Após a sua aplicação subcutânea ou intravenosa, os níveis séricos da IgE livre caem rapidamente (>99%), através de uma ação dose-dependente.4 Da mesma forma, ocorre a redução da expressão do receptor de alta afinidade FceRI (96%) e na liberação de histamina antígeno-estimulada pelos basófilos (90%).4 Para a obtenção de eficácia terapêutica, sem a formação de anticorpos anti-IgE anafilactogênicos, deve ser aplicada a maior dose possível que diminua os níveis de IgE. Isto significa que a dosagem anti-IgE necessária deve ser individualizada de acordo com os níveis de IgE total de cada paciente, objetivando-se a obtenção de níveis de IgE indetectáveis durante todo o tratamento (redução > 95% da IgE livre), sem o qual não haverá o efeito esperado.3,5

Omalizumabe é um anticorpo monoclonal IgG1 humanizado derivado de DNA recombinante contra IgE. Liga-se à IgE circulante livre no domínio Cε3, o mesmo ponto que a IgE normalmente se ligaria ao seu receptor de alta afinidade (FceRI) em basófilos, mastócitos e células dendríticas. Como resultado, inibe a resposta mediada por IgE e regula negativamente os receptores de alta afinidade nos mastócitos e basófilos.
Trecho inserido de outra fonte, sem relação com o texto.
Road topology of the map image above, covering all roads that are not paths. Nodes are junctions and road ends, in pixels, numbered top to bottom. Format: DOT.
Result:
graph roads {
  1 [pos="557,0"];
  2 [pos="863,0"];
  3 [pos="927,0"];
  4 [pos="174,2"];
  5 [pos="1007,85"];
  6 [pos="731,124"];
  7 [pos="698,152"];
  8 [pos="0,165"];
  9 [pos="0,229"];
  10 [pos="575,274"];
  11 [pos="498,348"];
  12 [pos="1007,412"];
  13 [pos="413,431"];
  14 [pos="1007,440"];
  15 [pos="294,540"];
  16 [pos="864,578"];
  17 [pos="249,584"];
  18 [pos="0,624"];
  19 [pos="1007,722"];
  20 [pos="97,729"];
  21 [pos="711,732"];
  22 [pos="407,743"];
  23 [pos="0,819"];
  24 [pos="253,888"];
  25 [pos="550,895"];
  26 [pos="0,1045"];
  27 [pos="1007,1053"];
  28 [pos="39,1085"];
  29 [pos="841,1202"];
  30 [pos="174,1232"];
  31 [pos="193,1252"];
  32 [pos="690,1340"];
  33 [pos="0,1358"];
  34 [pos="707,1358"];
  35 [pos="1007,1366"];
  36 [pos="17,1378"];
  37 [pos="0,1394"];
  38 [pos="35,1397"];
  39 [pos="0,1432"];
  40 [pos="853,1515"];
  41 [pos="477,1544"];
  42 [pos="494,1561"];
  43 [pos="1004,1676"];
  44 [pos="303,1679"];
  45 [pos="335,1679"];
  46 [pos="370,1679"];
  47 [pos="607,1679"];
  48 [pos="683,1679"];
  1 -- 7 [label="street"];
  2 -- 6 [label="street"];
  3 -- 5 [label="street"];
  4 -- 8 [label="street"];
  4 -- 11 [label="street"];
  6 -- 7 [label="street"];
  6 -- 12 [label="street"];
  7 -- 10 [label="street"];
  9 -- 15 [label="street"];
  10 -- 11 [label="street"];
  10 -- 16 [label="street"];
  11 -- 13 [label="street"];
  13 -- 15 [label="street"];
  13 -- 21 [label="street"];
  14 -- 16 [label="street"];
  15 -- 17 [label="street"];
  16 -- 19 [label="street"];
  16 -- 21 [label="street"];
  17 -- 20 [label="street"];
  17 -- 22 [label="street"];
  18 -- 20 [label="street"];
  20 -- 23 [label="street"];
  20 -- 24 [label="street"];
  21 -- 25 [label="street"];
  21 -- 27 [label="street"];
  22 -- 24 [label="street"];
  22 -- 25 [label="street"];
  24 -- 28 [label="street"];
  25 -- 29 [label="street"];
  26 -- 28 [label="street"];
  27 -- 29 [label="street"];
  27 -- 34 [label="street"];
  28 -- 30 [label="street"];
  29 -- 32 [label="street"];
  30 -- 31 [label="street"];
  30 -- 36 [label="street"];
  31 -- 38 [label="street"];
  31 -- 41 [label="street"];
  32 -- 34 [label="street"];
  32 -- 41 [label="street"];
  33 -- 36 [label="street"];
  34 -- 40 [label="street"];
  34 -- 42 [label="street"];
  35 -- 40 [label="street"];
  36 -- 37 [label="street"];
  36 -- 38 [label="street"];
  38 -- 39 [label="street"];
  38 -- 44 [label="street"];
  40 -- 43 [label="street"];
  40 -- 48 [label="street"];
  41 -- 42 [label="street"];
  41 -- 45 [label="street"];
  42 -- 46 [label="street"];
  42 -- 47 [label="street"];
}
A formação dos complexos omalizumabe-IgE acarreta um aumento (dose dependente) de duas a nove vezes nos níveis de complexos anti-IgE/IgE, com consequente desaparecimento da IgE livre circulante.5,6 A análise por ultracentrifugação e cromatografia de exclusão identifica os complexos omalizumabe/IgE (anti-IgE/IgE) como heteroexâmeros com uma massa molecular de um milhão ou menos.7 Como estes complexos não podem se ligar aos receptores IgE, são desprovidos de atividade IgE biológica. Estes complexos são excluídos pela interação com receptores Fcg dos leucócitos e pelo sistema retículo endotelial (SRE).8 A formação do complexo não está associada a anormalidades da função renal ou a outra evidência clínica de doença do complexo imune.9

O omalizumabe previne crises de asma após teste de provocação por inalação de alérgenos, tanto à resposta imediata como à tardia, em pacientes com doença alérgica leve.9,10 Fahy et al.9 avaliaram os efeitos do omalizumabe durante nove semanas em 19 pacientes alérgicos com asma (dois grupos paralelos), através de um estudo randomizado, duplo-cego, placebo-controlado. Obtiveram redução importante na IgE sérica total (p < 0,001, entre os grupos), aumento na dose necessária para provocar uma resposta imediata na asma, acentuada redução na queda do VEF1 (Figura 3), e na eosinofilia.

A
B

Em outra publicação Noga et al.10 avaliaram em um subestudo, os efeitos da droga em 35 pacientes com testes cutâneos positivos (prick test), que faziam uso de corticoide por inalação (500-1.000 mcg) e que participaram de um estudo multicêntrico randomizado, duplo-cego e placebo controlado. O omalizumabe foi administrado a cada quatro semanas. Após 16 semanas obtiveram redução significativa da IL-13 (p< 0,01). A IL-5 e IL-8 diminuíram no grupo do omalizumabe quando comparadas aos valores basais. A liberação da histamina apresentou queda significante (p< 0,01). A resistência das vias aéreas e o teste de provocação com queda de 20% do VEF1 foram medidos antes, após 16 semanas e três meses após o final do protocolo. Ambos os parâmetros tiveram queda expressiva (p< 0,05). Quando comparado ao placebo a contagem dos eosinófilos do sangue periférico foi menor (p< 0,01).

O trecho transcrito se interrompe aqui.